The GSI Family Office, along with Greco/DeRosa Investment Group, a wholly owned subsidiary of The Greco Family, sold the three properties to a discretionary fund managed by CBRE Global Investors. The two suburban Chicago assets are located at 1323 Brewster Creek Boulevard and 1550 Hecht Drive in Bartlett.
GSI and Greco/DeRosa were exclusively represented by NAI Hiffman executive vice president Pat Sullivan, vice president Ryan Chambers and executive vice president Jeff Fischer. Tony Lydon, national director, and John Lydon, vice president of JLL assisted in the sale of the Phoenix property.
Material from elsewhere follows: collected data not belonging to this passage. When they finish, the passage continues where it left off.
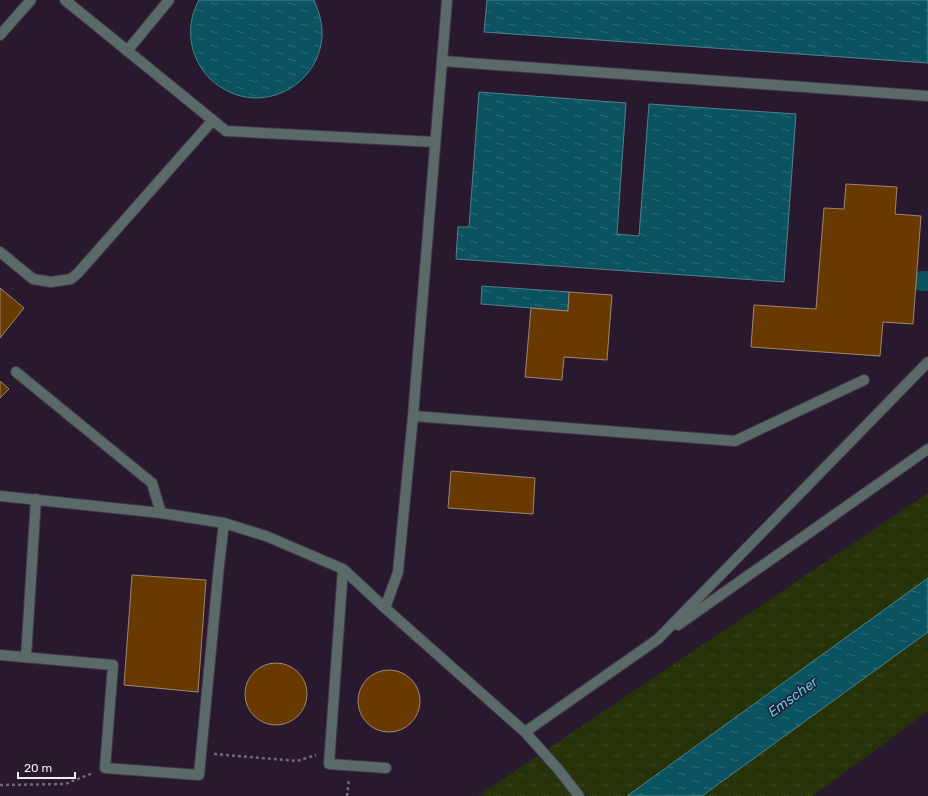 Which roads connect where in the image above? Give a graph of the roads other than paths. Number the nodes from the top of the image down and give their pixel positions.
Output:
1 (31, 0) edge
2 (65, 0) edge
3 (169, 0) edge
4 (447, 0) edge
5 (0, 35) edge
6 (127, 52) junction
7 (442, 61) junction
8 (928, 96) edge
9 (212, 120) junction
10 (435, 142) junction
11 (0, 252) edge
12 (928, 362) edge
13 (16, 372) dead end
14 (864, 380) dead end
15 (412, 416) junction
16 (928, 449) edge
17 (0, 496) edge
18 (36, 499) junction
19 (161, 513) junction
20 (224, 524) junction
21 (343, 569) junction
22 (385, 608) junction
23 (658, 639) junction
24 (0, 654) edge
25 (26, 657) junction
26 (524, 732) junction
27 (386, 768) dead end
28 (579, 796) edge

1 - 5 lane
2 - 6 lane
3 - 6 lane
4 - 7 lane
6 - 9 lane
7 - 8 lane
7 - 10 lane
9 - 10 lane
9 - 11 lane
10 - 15 lane
12 - 23 lane
13 - 19 lane
14 - 15 lane
15 - 22 lane
16 - 23 lane
17 - 18 lane
18 - 19 lane
18 - 25 lane
19 - 20 lane
20 - 21 lane
20 - 25 lane
21 - 22 lane
21 - 27 lane
22 - 26 lane
23 - 26 lane
24 - 25 lane
26 - 28 lane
“Nationwide, there is great demand for core industrial properties, especially with a cold storage component,” said Sullivan. “The pandemic accelerated a trend already underway—consumers’ growing demand for fresh and frozen foods—and it’s likely to continue. With the limited availability of stabilized, core warehouse product in the Chicago area and Phoenix, and the cold storage component of the portfolio, the buildings attracted significant interest.”
Built in 2017, 1323 Brewster Creek Boulevard is a 421,354-square-foot building with 48 docks, 32-foot clear heights and 800 parking spaces. It was the first building in the Brewster Creek Business Park, which now includes over 1 million square feet of food-related companies. Built in 2006, 1550 Hecht Drive is Greco Foods’ headquarters. It is a 209,628-square-foot warehouse with offices and a cold storage component. The portfolio was fully stabilized at the time of sale with a weighted average remaining lease term of approximately eight years and a diverse rent roll of seven tenants across the three buildings.
“The very strong market convinced us this was the right time to sell these assets and get capital to invest back into our real estate development business,” said Ron DeRosa, principal of Greco/DeRosa. “Pat and his team brought us a number of competitive offers, and we were able to come to terms in a timely fashion despite any extra hurdles caused by COVID-19. The Greco family had assembled a portfolio of fully leased quality facilities that made the deal work even during a trying time in our economy.”
In the past, investors usually would not pursue an opportunity with a cold storage component because of the special use nature of the asset, but today that is a positive and part of the reason investors were attracted to the portfolio, Sullivan said. Chicago’s cold storage market totals more than 11 million square feet and had just a 2.5 percent vacancy rate in second-quarter 2020, according to NAI Hiffman analysis of CoStar data.